Una exclamación de sorpresa y espanto sonó en toda la sala.

-¿Es eso verdad? -preguntó Lantigua echando fuego por los ojos.

-¡Tan verdad!... Daniel Morton es hijo de un riquísimo israelita de Hamburgo, rabí de la secta, o como si dijéramos, el sumo sacerdote o el papa de los judíos.

-A pesar de eso, no me pesa haberle salvado la vida -dijo con petulancia D. Silvestre-; porque está escrito: Bendecid a los que os maldicen y haced bien a los que os aborrecen... ¡Qué día aquel!

-Muy bien -afirmó el prelado estrechando la mano del cura-. Así me gusta.

Después se quedó tan pensativo que parecía una estatua.

-Mi opinión -dijo D. Juan Amarillo gravemente-, es que no se debe consentir en Ficóbriga la presencia de ese hombre.

-No se debe consentir -añadieron dos o tres de los presentes.

Entonces Su Ilustrísima habló así:

-Mientras el impío exista, existirá la esperanza de traerle al buen camino. Dios no revela a nadie los caminos de su justicia.
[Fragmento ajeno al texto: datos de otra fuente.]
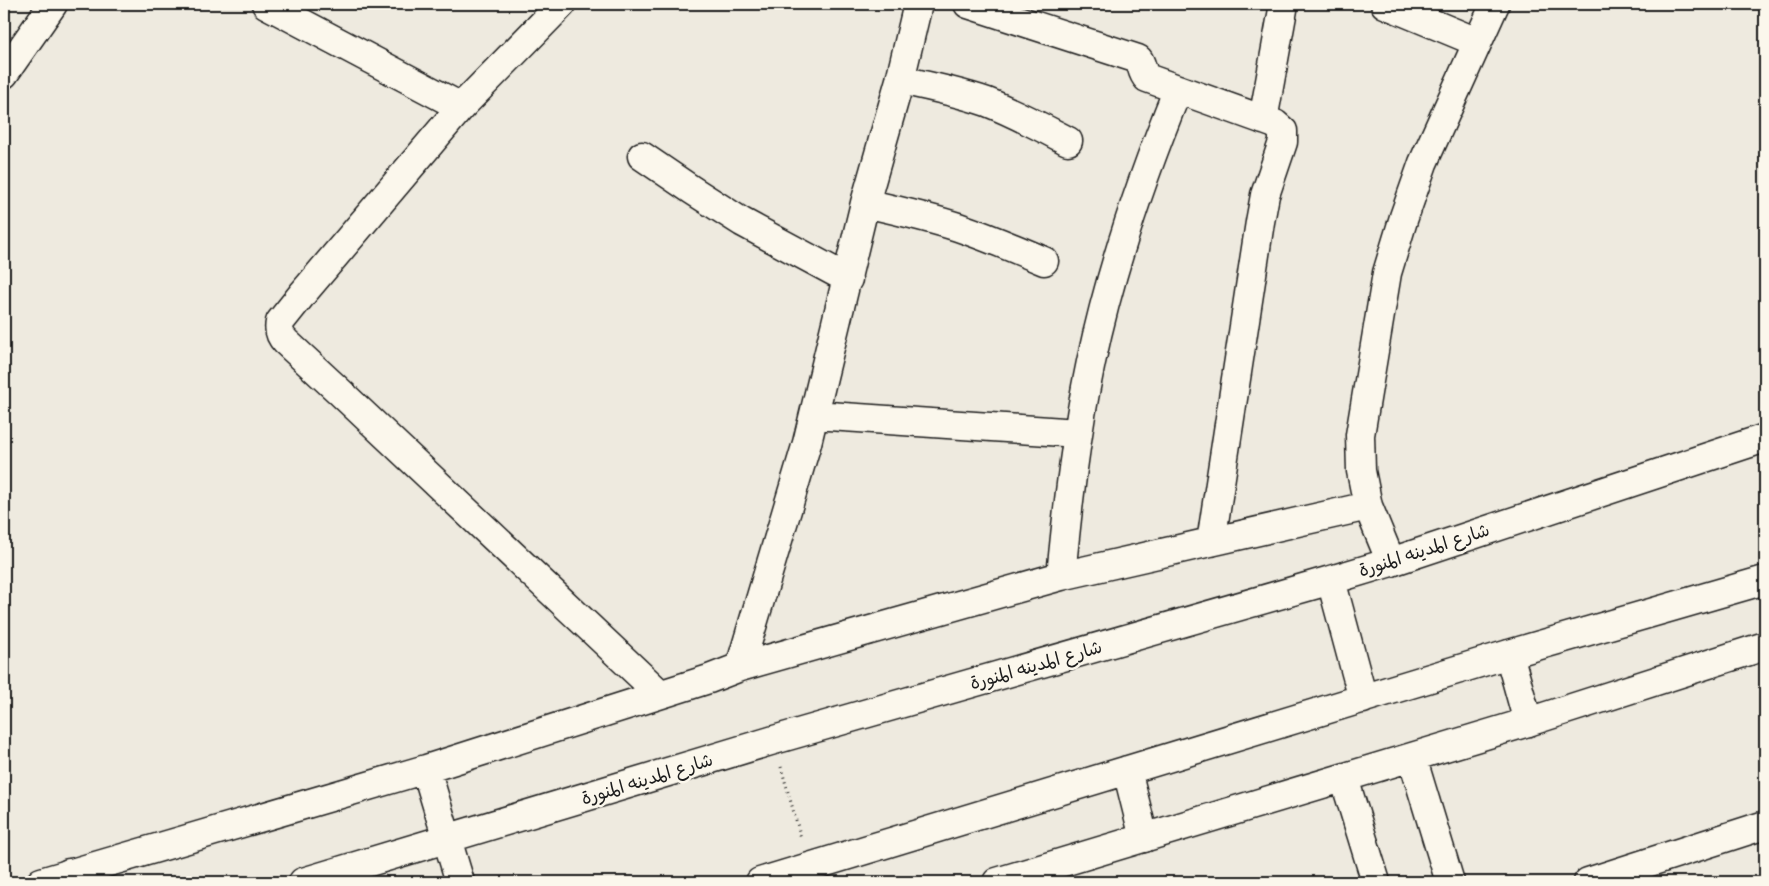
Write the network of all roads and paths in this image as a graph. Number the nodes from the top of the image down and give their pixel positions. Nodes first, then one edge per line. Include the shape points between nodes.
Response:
1 (53, 4) edge
2 (266, 4) edge
3 (562, 4) edge
4 (918, 4) edge
5 (968, 4) edge
6 (1284, 4) edge
7 (1385, 4) edge
8 (1494, 4) edge
9 (1476, 42) junction
10 (4, 74) edge
11 (900, 80) junction
12 (1178, 88) junction
13 (462, 107) junction
14 (1264, 120) junction
15 (1068, 141) dead end
16 (642, 156) dead end
17 (865, 203) junction
18 (1044, 261) dead end
19 (848, 279) junction
20 (814, 415) junction
21 (1078, 433) junction
22 (1765, 438) edge
23 (1368, 506) junction
24 (1211, 542) junction
25 (1391, 562) junction
26 (1061, 576) junction
27 (1330, 580) junction
28 (1765, 580) edge
29 (1765, 646) edge
30 (1509, 654) junction
31 (740, 667) junction
32 (660, 694) junction
33 (1363, 699) junction
34 (1528, 722) junction
35 (774, 740) junction
36 (1412, 757) junction
37 (426, 769) junction
38 (1127, 770) junction
39 (1344, 778) junction
40 (1765, 825) edge
41 (1144, 838) junction
42 (447, 839) junction
43 (809, 868) junction
44 (70, 878) edge
45 (41, 882) edge
46 (303, 882) edge
47 (460, 882) edge
48 (760, 882) edge
49 (997, 882) edge
50 (1376, 882) edge
51 (1450, 882) edge
52 (1588, 882) edge

1 - 10 street
2 - 13 street
3 - 13 street
4 - 11 street
5 - 12 street via 1138,59 1147,78
6 - 14 street
7 - 9 street
8 - 9 street
9 - 23 street via 1423,163 1387,272 1360,436 1361,471
11 - 15 street via 986,102
11 - 17 street
12 - 14 street
12 - 21 street via 1128,223 1091,362
13 - 32 street via 285,315 280,322 281,336
14 - 24 street via 1279,127 1284,137 1265,195 1260,222
16 - 19 street via 742,222
17 - 18 street via 957,226
17 - 19 street
19 - 20 street
20 - 21 street
20 - 31 street
21 - 26 street
22 - 25 street, شارع المدينه المنورة
23 - 24 street
23 - 25 street
24 - 26 street
25 - 27 street, شارع المدينه المنورة
26 - 31 street
27 - 33 street
27 - 35 street, شارع المدينه المنورة
28 - 30 street
29 - 34 street
30 - 33 street
30 - 34 street
31 - 32 street
32 - 37 street
33 - 38 street
34 - 36 street
35 - 42 street, شارع المدينه المنورة
35 - 43 path
36 - 39 street
36 - 51 street
37 - 42 street
37 - 44 street
38 - 41 street
38 - 43 street
39 - 41 street
39 - 50 street
40 - 52 street
41 - 49 street
42 - 46 street, شارع المدينه المنورة
42 - 47 street
43 - 48 street
44 - 45 street

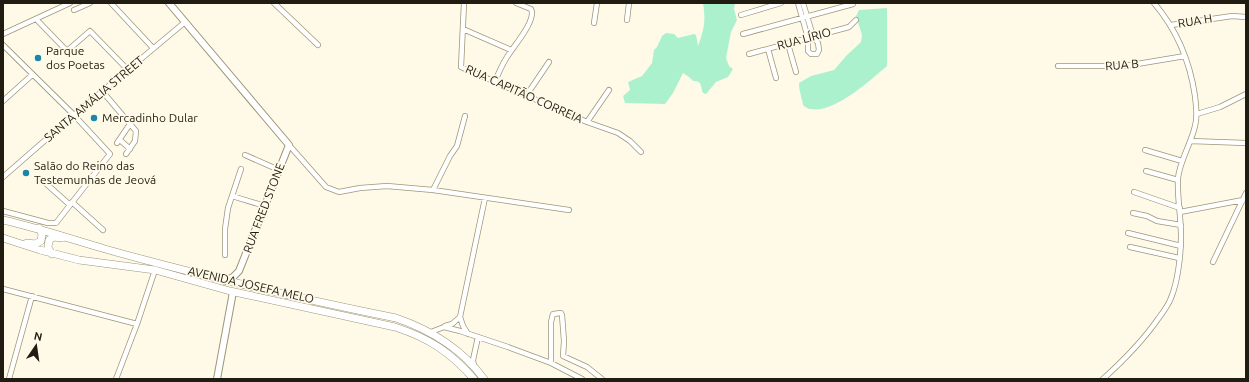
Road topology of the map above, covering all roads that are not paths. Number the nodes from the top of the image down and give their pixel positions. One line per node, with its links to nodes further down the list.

San Agustín, amigos míos, nos enseña que el impío está sobre la tierra ut corrigatur, ut per illum bonum exerceatur, es decir, para que se corrija, para que el bien, por razón de él, sea hecho.

D. Juan de Lantigua se levantó, diciendo con firmeza:

-Yo me voy.

Su tono indicaba una resolución tan firme que nadie se atrevió a contradecirle. El obispo empezando a participar de la inquietud de su hermano, añadió.

-Pues yo también me voy.

-Iremos por Villamojada -indicó don Juan.

-¡Qué temeridad! -dijo D. Silvestre en voz baja al joven del Horro-. Cuando a este D. Juan se le mete una cosa en la cabeza... Y no está nada bueno. ¿No ve usted qué color se le ha puesto? Tiene calentura.